The UK is facing a “significant rise” in monkeypox cases and new infections were reported in mainland Europe and the US. Cases have been identified in Australia, Belgium, Canada, France, Germany, Israel, the Netherlands, Portugal, Spain, Sweden, Switzerland, the UK and the United States.

Some UK health clinics are now stopping people walking in as they try to slow the spread of infections.

Symptoms of Monkeypox

It typically takes between 1 and 2 weeks after exposure to get sick from the monkeypox virus, but it could take as long as 3 weeks. Symptoms include:

  • Fever
  • Tiredness
  • Headache
  • Aching muscles
  • Chills
  • Backache
  • Sore throat
  • Dry cough
  • Swollen lymph nodes (smallpox, though similar, does not cause this symptom)
  • Trouble breathing (in serious cases)

One to 3 days after your fever starts, a rash shows up. It typically starts on your face before spreading to other parts of the body. The rash is more common on the hands, feet, arms, and legs. It also tends to follow a particular pattern: Flat, round lesions (macules) grow into slightly raised bumps (papules), then into bumps filled with clear fluid (vesicles). These then change into bumps with yellowish fluid (pustules) that crust over and fall off.

How You Get Monkeypox

Any infected animal or human can pass the virus to someone else through blood, other bodily fluids, or monkeypox lesions on the skin, including inside the nose and mouth. Contact with things that touched these bodily fluids could also pass it on.

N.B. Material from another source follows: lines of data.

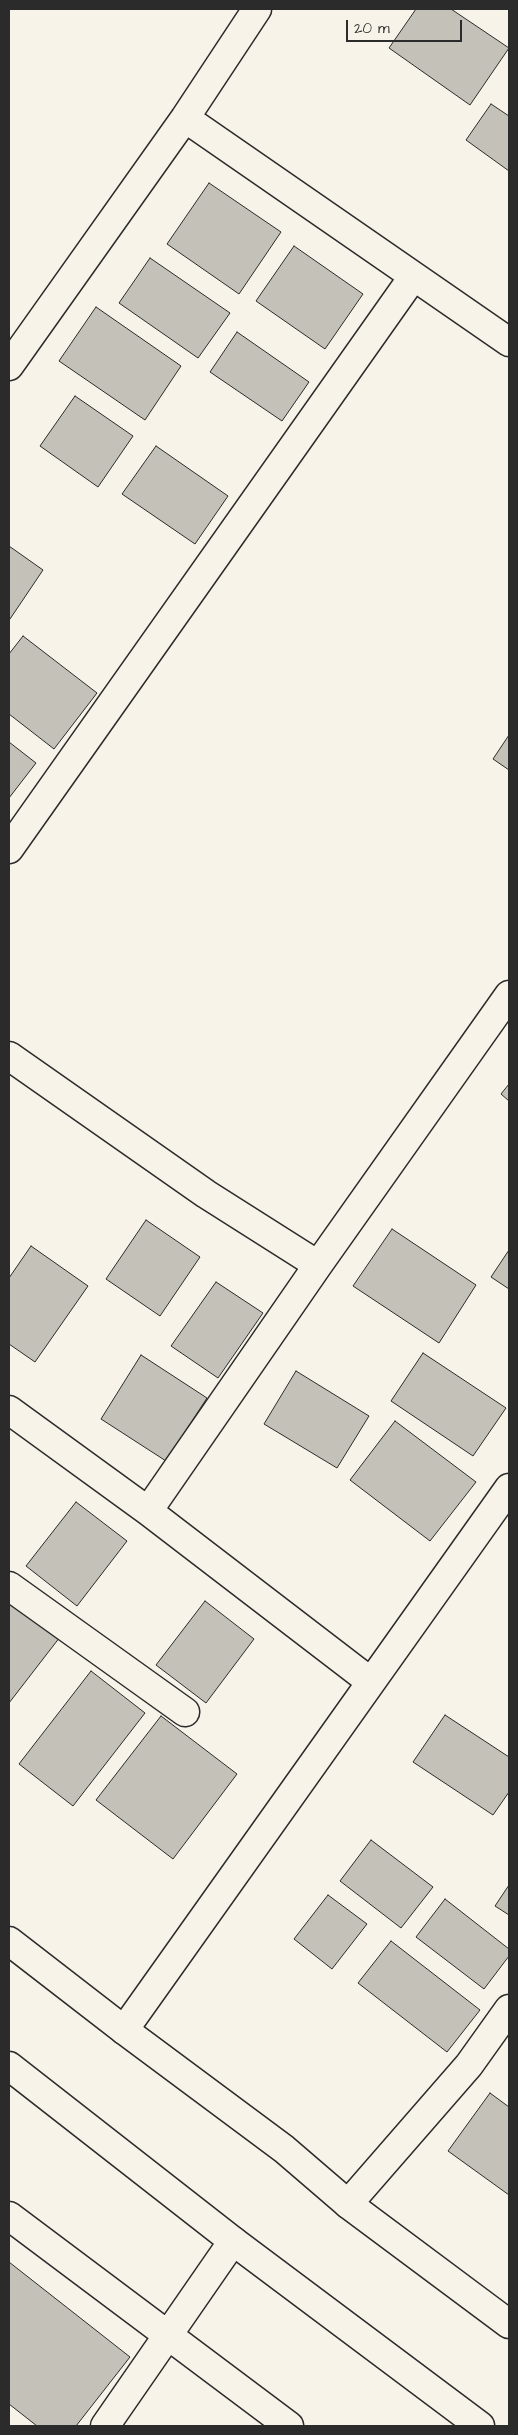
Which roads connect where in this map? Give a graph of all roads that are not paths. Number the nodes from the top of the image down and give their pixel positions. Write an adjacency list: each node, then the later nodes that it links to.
1 (257, 9): 2 (street)
2 (185, 118): 3 (street); 5 (street)
3 (413, 277): 4 (street); 6 (street)
4 (509, 342)
5 (9, 366)
6 (9, 849)
7 (509, 995): 9 (street)
8 (9, 1056): 9 (street)
9 (318, 1265): 12 (street)
10 (9, 1410): 12 (street)
11 (509, 1488): 14 (street)
12 (148, 1511): 14 (street)
13 (9, 1586): 15 (street)
14 (371, 1682): 18 (street)
15 (185, 1712)
16 (9, 1941): 18 (street)
17 (509, 2009): 20 (street)
18 (124, 2030): 20 (street)
19 (9, 2066): 22 (street)
20 (348, 2204): 23 (street)
21 (9, 2216): 24 (street)
22 (233, 2241): 24 (street); 27 (street)
23 (509, 2324)
24 (168, 2336): 25 (street); 26 (street)
25 (105, 2426)
26 (289, 2426)
27 (480, 2426)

The virus gets in your body through a break in the skin, which you might not see, or through the mouth, nose, or eyes. You could also breathe it in, but you’d probably have to be in close contact for a fairly long time. That’s because larger droplets don’t travel very far.

How Serious Is Monkeypox?

The illness typically runs its course in 2 to 4 weeks. It can be quite serious, especially in children who were exposed to a lot of the virus or in people with other health conditions or weak immune systems.

In some cases, there may be thousands of lesions that grow together and cause the loss of large sections of skin at once. Up to 10% of people who contract monkeypox die from the disease, typically in the younger age groups.

Possible serious complications from monkeypox include secondary infections like:

  • Encephalitis
  • Sepsis
  • Bronchopneumonia
  • Infection of cornea with possible vision loss.

To date, no one has died in the current outbreak.

The Lethal and the Moderate Virus Types

Professor David Heymann, an expert on infectious disease epidemiology at The London School of Hygiene & Tropical Medicine, stated:

There are two types of the virus. There is a virus in central Africa which is very lethal, it has 10% fatality and it causes a disease that looks like smallpox.

Fortunately, that disease has not spread outside of Africa yet, and hopefully it won’t, because people are very sick, and they don’t travel. The disease that is occurring in Europe and North America is a west African virus-type-strain which is very moderate, it causes skin rash, maybe one or two lesions on the skin, and it can cause a fever and swollen lymph nodes, swollen glands and muscle aches, but it is not fatal in most cases. It can be fatal in very less than one per cent of people, so it is not a fatal disease.

Professor David Heymann, The London School of Hygiene & Tropical Medicine


Your doctor will look at your lesions and ask you in detail about your symptoms, such as when you likely came into contact with the virus. They’ll try to rule out similar conditions like:

  • Measles
  • Chickenpox
  • Syphilis
  • Allergies
  • Scabies
  • Bacterial skin infections.

A laboratory test can tell whether you have monkeypox.

Monkeypox Treatment

There is no specific treatment recommended for monkeypox. Your doctor can help keep you comfortable and try to ward off serious complications with rest, plenty of fluids, and over-the-counter meds. Some doctors suggest a smallpox vaccine, antivirals, and vaccinia immune globulin (VIG) to help control the spread of monkeypox in the U.S.

Initial research seems to suggest that those with vaccination against smallpox may have some protection against monkeypox, resulting in a milder illness.


  • Stay away from animals that might have the virus, especially dead animals in areas where monkeypox is common.
  • Stay away from bedding and other materials that have touched a sick animal.
  • Separate infected persons or animals from others at risk for infection.
  • If you have to be close to an animal or person with the virus, wash your hands with soap and water often.
  • Use protective gear like masks, safety goggles or glasses, and gloves if you can’t avoid contact.